● YOUR TASK
Reproduce the listing that follows in full. Omit its images.
BEGIN
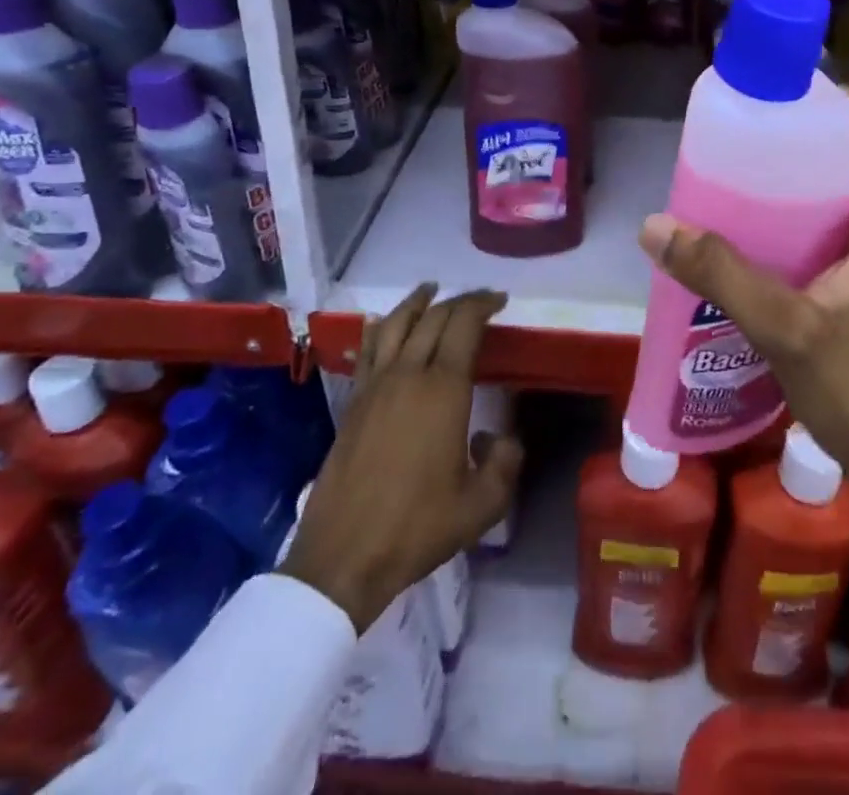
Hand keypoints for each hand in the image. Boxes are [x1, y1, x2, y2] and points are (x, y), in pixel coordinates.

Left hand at [280, 285, 523, 631]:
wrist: (344, 557)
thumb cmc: (418, 528)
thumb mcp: (482, 505)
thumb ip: (505, 463)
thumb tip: (499, 437)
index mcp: (443, 389)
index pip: (464, 325)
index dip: (483, 304)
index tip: (500, 300)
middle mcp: (408, 375)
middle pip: (433, 318)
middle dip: (459, 300)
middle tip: (479, 300)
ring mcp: (374, 386)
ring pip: (395, 324)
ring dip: (416, 302)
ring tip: (430, 291)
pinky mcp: (352, 403)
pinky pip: (368, 349)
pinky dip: (382, 327)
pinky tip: (385, 325)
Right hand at [638, 88, 848, 640]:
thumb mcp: (785, 326)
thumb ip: (721, 274)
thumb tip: (657, 225)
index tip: (799, 100)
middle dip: (816, 137)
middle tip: (758, 135)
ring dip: (808, 180)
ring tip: (749, 176)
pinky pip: (841, 231)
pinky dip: (806, 220)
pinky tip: (759, 237)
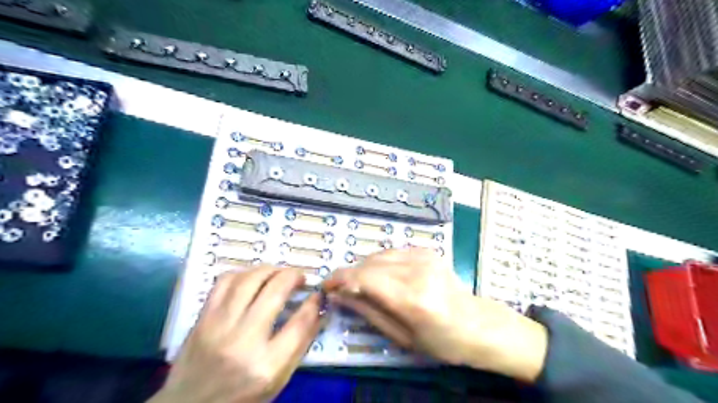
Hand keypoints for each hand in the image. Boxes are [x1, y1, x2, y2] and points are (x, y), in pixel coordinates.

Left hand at [152, 267, 325, 402]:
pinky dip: (244, 273)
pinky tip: (253, 278)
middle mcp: (243, 341)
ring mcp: (218, 326)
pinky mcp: (202, 318)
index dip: (314, 303)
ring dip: (270, 269)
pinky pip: (225, 281)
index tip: (318, 293)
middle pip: (275, 291)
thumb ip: (300, 344)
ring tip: (279, 274)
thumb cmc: (241, 396)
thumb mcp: (278, 380)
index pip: (299, 323)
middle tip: (300, 277)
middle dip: (293, 276)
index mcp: (266, 365)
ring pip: (249, 279)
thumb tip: (318, 310)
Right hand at [322, 249, 548, 383]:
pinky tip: (382, 276)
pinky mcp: (426, 250)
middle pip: (369, 264)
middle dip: (349, 274)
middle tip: (341, 290)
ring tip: (362, 285)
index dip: (340, 278)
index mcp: (412, 298)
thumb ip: (367, 311)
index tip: (326, 286)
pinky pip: (392, 252)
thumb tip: (338, 295)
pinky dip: (380, 262)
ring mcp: (424, 256)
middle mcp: (417, 270)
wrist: (477, 324)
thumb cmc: (441, 341)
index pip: (364, 278)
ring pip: (378, 255)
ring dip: (364, 268)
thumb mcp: (401, 337)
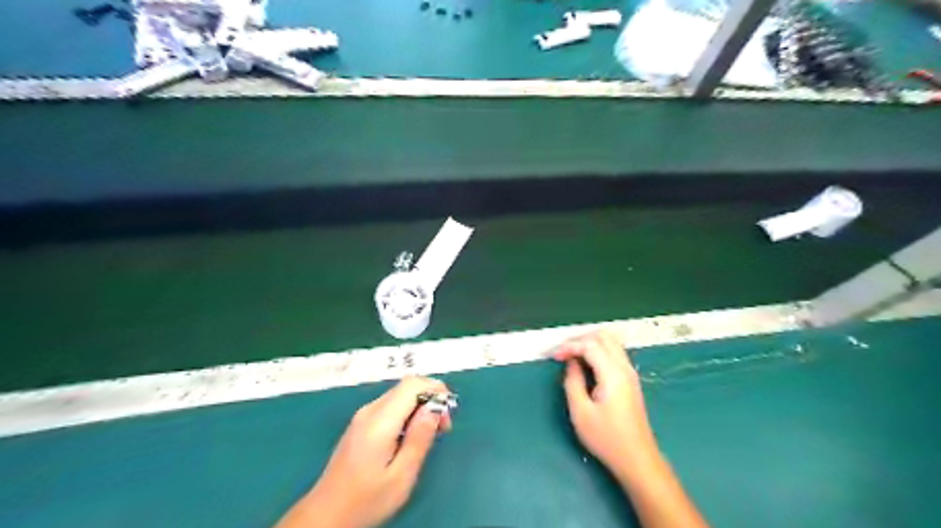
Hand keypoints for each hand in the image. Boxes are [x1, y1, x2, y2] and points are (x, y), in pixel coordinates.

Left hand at [276, 376, 454, 527]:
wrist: (325, 517)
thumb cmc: (366, 500)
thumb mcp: (401, 476)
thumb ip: (420, 438)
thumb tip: (435, 407)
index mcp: (380, 421)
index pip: (412, 384)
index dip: (435, 390)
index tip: (448, 415)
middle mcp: (370, 411)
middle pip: (406, 386)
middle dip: (430, 398)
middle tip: (443, 427)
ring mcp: (363, 416)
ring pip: (399, 395)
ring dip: (420, 405)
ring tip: (431, 433)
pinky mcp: (361, 424)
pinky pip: (390, 406)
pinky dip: (408, 412)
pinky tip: (411, 435)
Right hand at [553, 329, 654, 475]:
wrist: (637, 459)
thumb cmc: (607, 438)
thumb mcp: (581, 412)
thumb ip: (572, 382)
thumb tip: (570, 363)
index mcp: (613, 373)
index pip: (590, 345)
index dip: (569, 346)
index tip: (553, 356)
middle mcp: (624, 367)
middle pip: (603, 336)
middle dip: (579, 339)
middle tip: (562, 352)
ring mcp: (630, 373)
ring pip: (611, 342)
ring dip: (589, 343)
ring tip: (571, 356)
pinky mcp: (630, 380)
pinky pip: (614, 352)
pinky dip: (598, 350)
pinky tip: (586, 363)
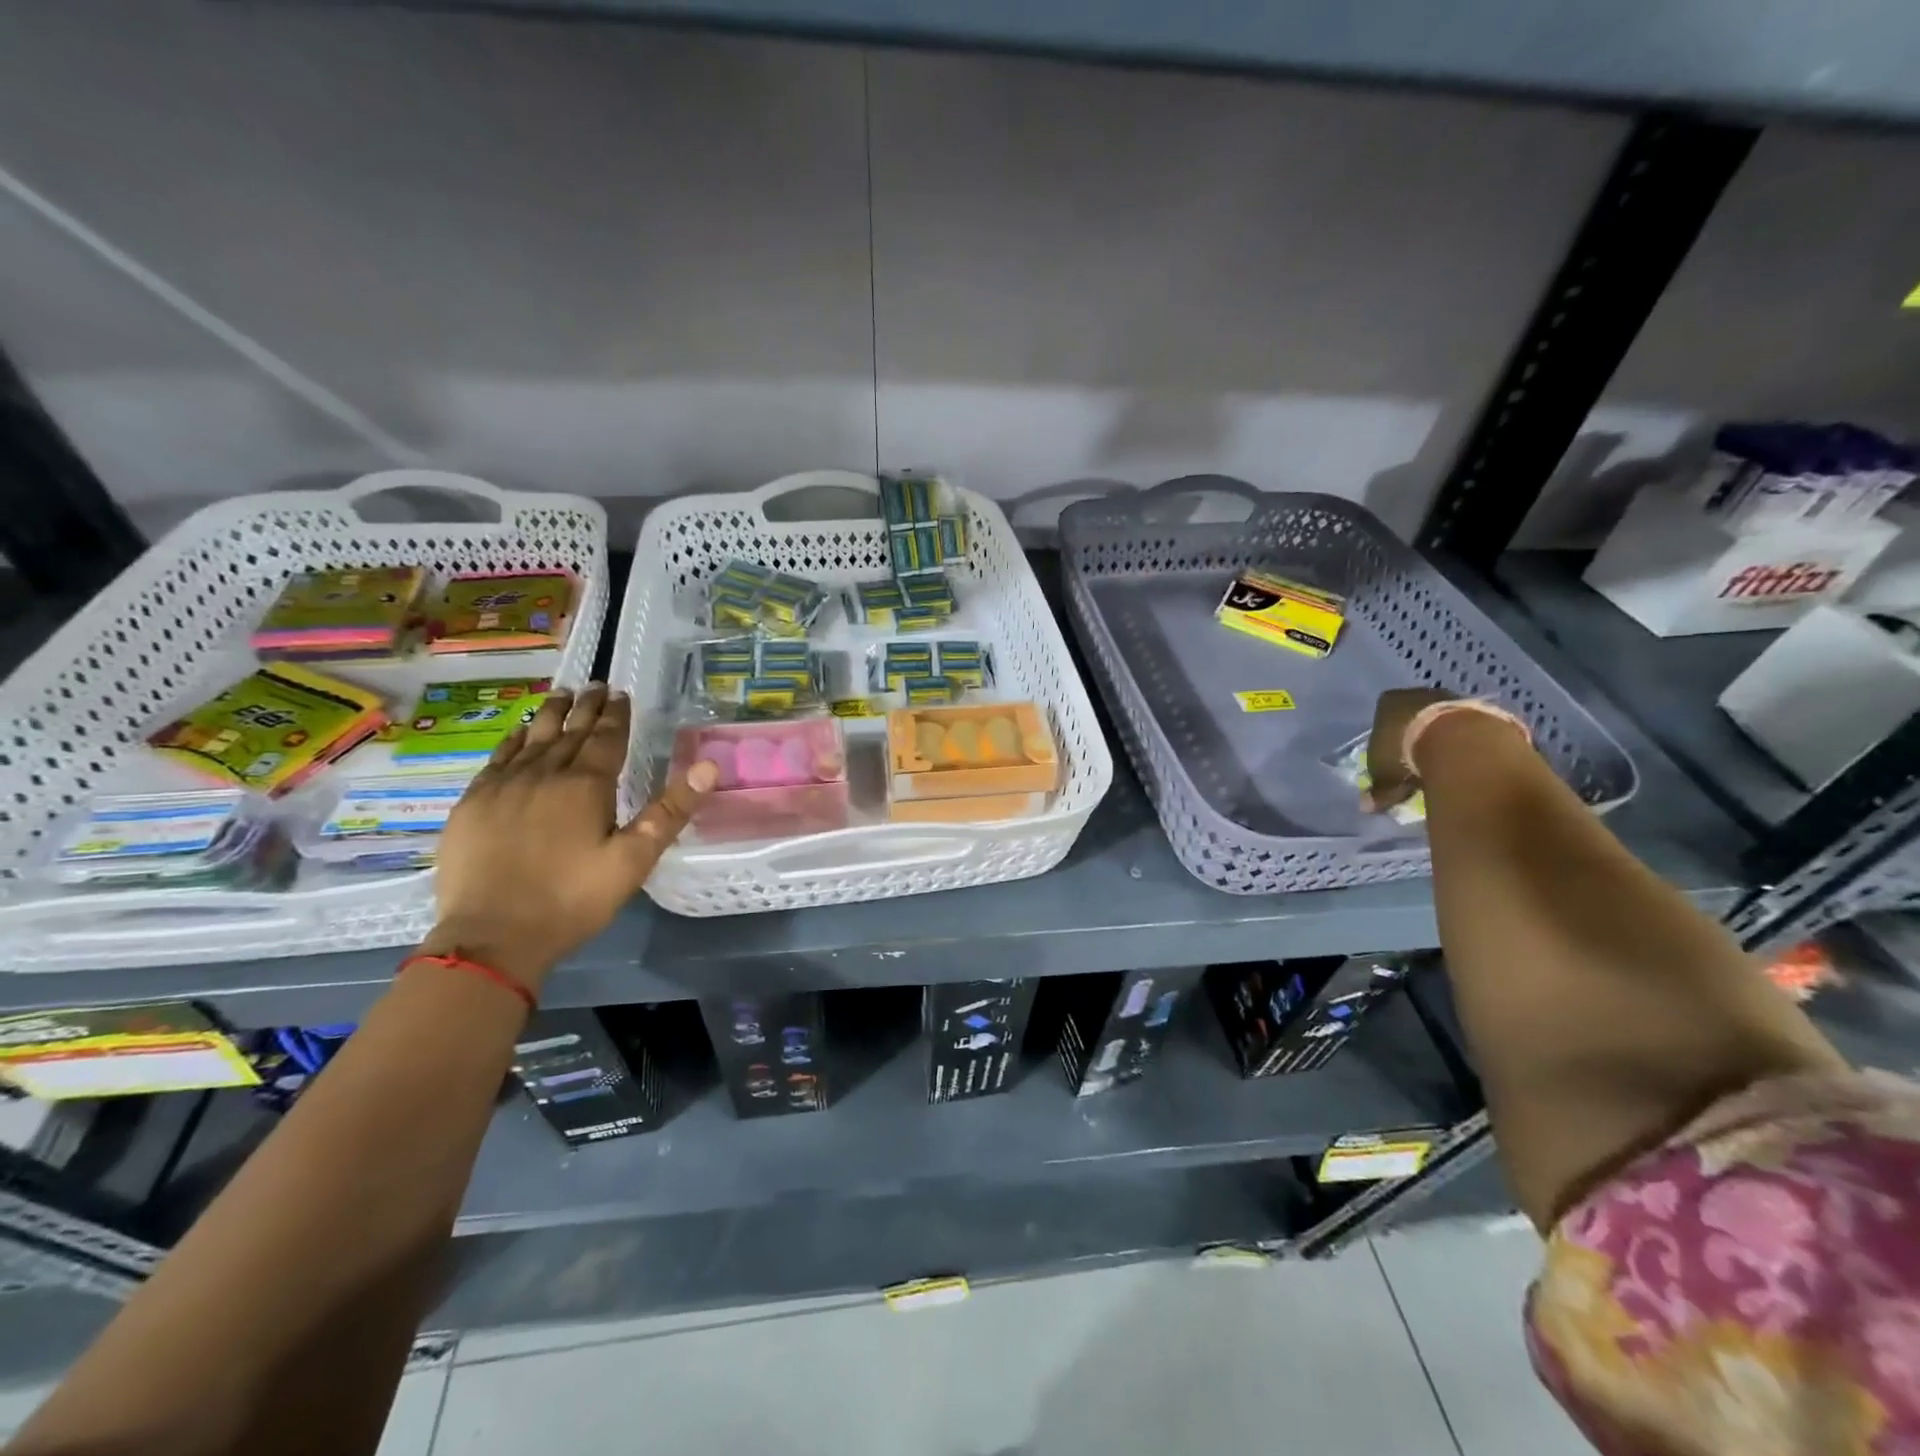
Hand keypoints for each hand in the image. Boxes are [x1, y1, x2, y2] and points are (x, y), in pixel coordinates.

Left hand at [424, 684, 715, 991]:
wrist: (493, 937)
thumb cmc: (573, 900)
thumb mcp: (635, 860)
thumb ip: (671, 810)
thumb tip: (708, 766)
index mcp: (586, 786)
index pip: (606, 739)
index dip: (615, 715)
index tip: (621, 693)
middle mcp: (544, 775)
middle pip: (569, 732)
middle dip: (586, 707)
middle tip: (595, 684)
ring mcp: (503, 787)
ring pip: (532, 739)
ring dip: (550, 715)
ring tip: (561, 694)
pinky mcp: (473, 804)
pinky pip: (496, 759)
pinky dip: (512, 740)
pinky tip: (518, 733)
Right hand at [1362, 687, 1457, 812]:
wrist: (1462, 743)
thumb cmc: (1407, 754)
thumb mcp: (1385, 777)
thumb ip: (1378, 790)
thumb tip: (1367, 806)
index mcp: (1388, 702)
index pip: (1382, 716)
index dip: (1385, 737)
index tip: (1390, 755)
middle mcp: (1417, 694)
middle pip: (1412, 716)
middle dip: (1414, 736)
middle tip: (1416, 761)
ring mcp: (1451, 697)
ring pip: (1441, 719)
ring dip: (1443, 737)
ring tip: (1446, 764)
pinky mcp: (1480, 707)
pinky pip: (1466, 726)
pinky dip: (1466, 741)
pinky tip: (1468, 760)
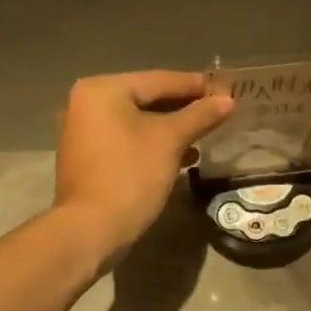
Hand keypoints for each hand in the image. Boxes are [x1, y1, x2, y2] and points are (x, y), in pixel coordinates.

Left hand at [54, 70, 233, 258]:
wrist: (91, 230)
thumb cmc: (130, 175)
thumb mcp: (170, 141)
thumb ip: (199, 116)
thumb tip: (227, 100)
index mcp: (102, 89)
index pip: (158, 80)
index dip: (194, 85)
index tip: (225, 88)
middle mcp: (85, 103)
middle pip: (145, 98)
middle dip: (183, 108)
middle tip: (217, 110)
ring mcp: (82, 131)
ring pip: (136, 121)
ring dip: (170, 128)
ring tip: (204, 134)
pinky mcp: (87, 156)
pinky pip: (125, 139)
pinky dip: (151, 143)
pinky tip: (181, 155)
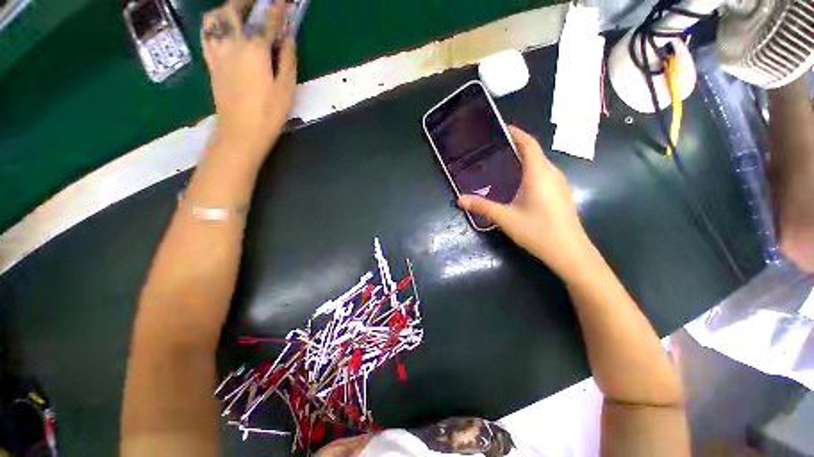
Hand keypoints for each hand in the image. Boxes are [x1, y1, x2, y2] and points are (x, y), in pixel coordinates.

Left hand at [201, 0, 296, 160]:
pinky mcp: (211, 62)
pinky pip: (207, 34)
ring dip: (227, 8)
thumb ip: (286, 59)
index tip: (285, 1)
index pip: (266, 19)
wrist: (241, 131)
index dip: (277, 7)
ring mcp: (217, 51)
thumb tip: (288, 37)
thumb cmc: (268, 113)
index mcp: (254, 48)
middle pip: (234, 9)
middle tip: (261, 2)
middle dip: (248, 1)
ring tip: (238, 11)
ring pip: (215, 17)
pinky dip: (214, 24)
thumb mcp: (285, 88)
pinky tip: (222, 27)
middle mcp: (232, 42)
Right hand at [458, 126, 594, 278]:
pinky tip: (520, 183)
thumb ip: (481, 206)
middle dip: (517, 146)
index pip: (529, 143)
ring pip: (540, 163)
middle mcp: (552, 173)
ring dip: (524, 159)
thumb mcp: (505, 217)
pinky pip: (544, 174)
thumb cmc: (537, 230)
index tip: (502, 128)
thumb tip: (459, 200)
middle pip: (535, 152)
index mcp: (538, 173)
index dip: (516, 133)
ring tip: (504, 164)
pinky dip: (531, 171)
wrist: (570, 252)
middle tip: (495, 149)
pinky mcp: (561, 194)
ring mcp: (559, 184)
END
● ANSWER TO THE PROBLEM
Hand keypoints for each hand in the image. Boxes are [x1, y1, x2, y2] and points are (x, y), in pixel coordinates.

Left hand at [280, 285, 523, 631]:
wrist: (344, 557)
thumb cmc: (418, 528)
thumb mcp: (482, 505)
thumb ip: (505, 463)
thumb tip: (499, 437)
index mcp: (443, 389)
index pip: (464, 325)
index dip: (483, 304)
index tip: (500, 300)
middle mcp: (408, 375)
middle pip: (433, 318)
middle dip: (459, 300)
middle tip: (479, 300)
ring mcp: (374, 386)
ring pip: (395, 324)
ring dip: (416, 302)
ring tip: (430, 291)
pinky mcp: (352, 403)
pinky pip: (368, 349)
pinky dip: (382, 327)
pinky tip: (385, 325)
Right hand at [638, 88, 848, 640]:
thumb mcp: (785, 326)
thumb ip: (721, 274)
thumb tip: (657, 225)
index tip: (799, 100)
middle dip: (816, 137)
middle tip: (758, 135)
ring dip: (808, 180)
ring tip: (749, 176)
pinky pip: (841, 231)
pinky dip: (806, 220)
pinky tip: (759, 237)
Hand keypoints for each hand in the image. Boxes are [x1, y1, x2, y2] and points are (x, y), in pixel coordinates.

Left hand at [152, 267, 325, 402]:
pinky dip: (244, 273)
pinky tip: (253, 278)
middle mcp: (243, 341)
ring mcp: (218, 326)
pinky mcp: (202, 318)
index dip: (314, 303)
ring dip: (270, 269)
pinky pip: (225, 281)
index tip: (318, 293)
middle pip: (275, 291)
thumb ip: (300, 344)
ring tip: (279, 274)
thumb cmc: (241, 396)
thumb mcp: (278, 380)
index pip: (299, 323)
middle tip: (300, 277)
middle dip: (293, 276)
index mcp: (266, 365)
ring pip: (249, 279)
thumb tip: (318, 310)
Right hand at [322, 249, 548, 383]:
pinky tip: (382, 276)
pinky mcp: (426, 250)
middle pip: (369, 264)
middle dip: (349, 274)
middle tip: (341, 290)
ring tip: (362, 285)
index dip: (340, 278)
index mcp: (412, 298)
thumb ip: (367, 311)
index tip: (326, 286)
pinky pip: (392, 252)
thumb tip: (338, 295)
pinky dip: (380, 262)
ring mcp: (424, 256)
middle mcp: (417, 270)
wrist: (477, 324)
thumb cmc: (441, 341)
index pip: (364, 278)
ring pip: (378, 255)
ring dip: (364, 268)
thumb mcp: (401, 337)
Hand keypoints for each hand in the image. Boxes are [x1, y1, x2, y2] and points are (x, y), in pixel coordinates.

Left hand at [276, 376, 454, 527]:
wrist: (325, 517)
thumb cmc: (366, 500)
thumb mcp: (401, 476)
thumb ip: (420, 438)
thumb tip: (435, 407)
index mcp: (380, 421)
index pip: (412, 384)
index dip: (435, 390)
index tip: (448, 415)
middle mcp: (370, 411)
middle pip: (406, 386)
middle dip: (430, 398)
middle tip: (443, 427)
ring mcp: (363, 416)
ring pip: (399, 395)
ring dip: (420, 405)
ring tip: (431, 433)
pinky mcp: (361, 424)
pinky pip: (390, 406)
pinky dip: (408, 412)
pinky tip: (411, 435)
Right hand at [553, 329, 654, 475]:
wrist: (637, 459)
thumb cmc: (607, 438)
thumb mcp: (581, 412)
thumb ip: (572, 382)
thumb tip: (570, 363)
index mcp: (613, 373)
index pip: (590, 345)
index dip: (569, 346)
index tip: (553, 356)
middle mcp: (624, 367)
middle pip: (603, 336)
middle dip: (579, 339)
middle tip: (562, 352)
ring mcp: (630, 373)
ring pip: (611, 342)
ring dip: (589, 343)
ring tip: (571, 356)
pinky mcp: (630, 380)
pinky pip: (614, 352)
pinky dip: (598, 350)
pinky tip: (586, 363)
Hand keypoints for each hand in the image. Boxes are [x1, y1, x2, y2] and points are (x, y), in pixel coordinates.

Left hand at [424, 684, 715, 991]:
wrist: (493, 937)
thumb cmc: (573, 900)
thumb mcp: (635, 860)
thumb ip: (671, 810)
thumb tip: (708, 766)
index mcp: (586, 786)
index pip: (606, 739)
index dip: (615, 715)
index tip: (621, 693)
middle mcp: (544, 775)
middle pip: (569, 732)
middle dip: (586, 707)
middle tip: (595, 684)
ring mcp: (503, 787)
ring pip: (532, 739)
ring dip: (550, 715)
ring tip: (561, 694)
pinky mcp: (473, 804)
pinky pip: (496, 759)
pinky dip: (512, 740)
pinky tip: (518, 733)
Right hand at [1362, 687, 1457, 812]:
wrist: (1462, 743)
thumb cmc: (1407, 754)
thumb mcp: (1385, 777)
thumb ip: (1378, 790)
thumb tip: (1367, 806)
index mcp: (1388, 702)
index pip: (1382, 716)
index dip: (1385, 737)
index tip: (1390, 755)
middle mcp: (1417, 694)
middle pip: (1412, 716)
middle dip: (1414, 736)
middle tip: (1416, 761)
ring mcp: (1451, 697)
ring pip: (1441, 719)
ring dip: (1443, 737)
ring tip: (1446, 764)
pinky mcp: (1480, 707)
pinky pip: (1466, 726)
pinky dip: (1466, 741)
pinky tip: (1468, 760)
Hand keypoints for each hand in the image. Boxes are [x1, y1, x2, y2] and points are (x, y), in pixel coordinates.

Left hand at [54, 70, 233, 258]:
wrist: (91, 230)
thumb cmc: (130, 175)
thumb mcp: (170, 141)
thumb ip: (199, 116)
thumb tip: (227, 100)
index mcp: (102, 89)
index pip: (158, 80)
index dip: (194, 85)
index tip: (225, 88)
middle mcp: (85, 103)
middle pip: (145, 98)
middle dip: (183, 108)
middle tip: (217, 110)
ring mcp: (82, 131)
ring pip: (136, 121)
ring dip: (170, 128)
ring tip: (204, 134)
pinky mcp: (87, 156)
pinky pip: (125, 139)
pinky dip: (151, 143)
pinky tip: (181, 155)
Hand keypoints for each hand in the image. Boxes are [x1, y1, x2, y2] and points are (x, y), in pixel coordinates.

Left hand at [201, 0, 296, 160]:
pinky mcp: (211, 62)
pinky pip: (207, 34)
ring dip: (227, 8)
thumb ip: (286, 59)
index tip: (285, 1)
index pip: (266, 19)
wrist: (241, 131)
index dip: (277, 7)
ring mcp: (217, 51)
thumb tip: (288, 37)
thumb cmc: (268, 113)
index mcp: (254, 48)
middle pip: (234, 9)
middle tip: (261, 2)
middle dip: (248, 1)
ring tip: (238, 11)
ring pip: (215, 17)
pinky dip: (214, 24)
thumb mcp: (285, 88)
pinky tip: (222, 27)
middle mcp: (232, 42)
Right hand at [458, 126, 594, 278]:
pinky tip: (520, 183)
thumb ip: (481, 206)
middle dip: (517, 146)
index pip: (529, 143)
ring pip: (540, 163)
middle mcp: (552, 173)
ring dip: (524, 159)
thumb mcp: (505, 217)
pinky pip: (544, 174)
thumb cmc: (537, 230)
index tip: (502, 128)
thumb tip: (459, 200)
middle pip: (535, 152)
index mcp: (538, 173)
index dip: (516, 133)
ring tip: (504, 164)
pinky dip: (531, 171)
wrist: (570, 252)
middle tip: (495, 149)
pinky mcp: (561, 194)
ring mcp: (559, 184)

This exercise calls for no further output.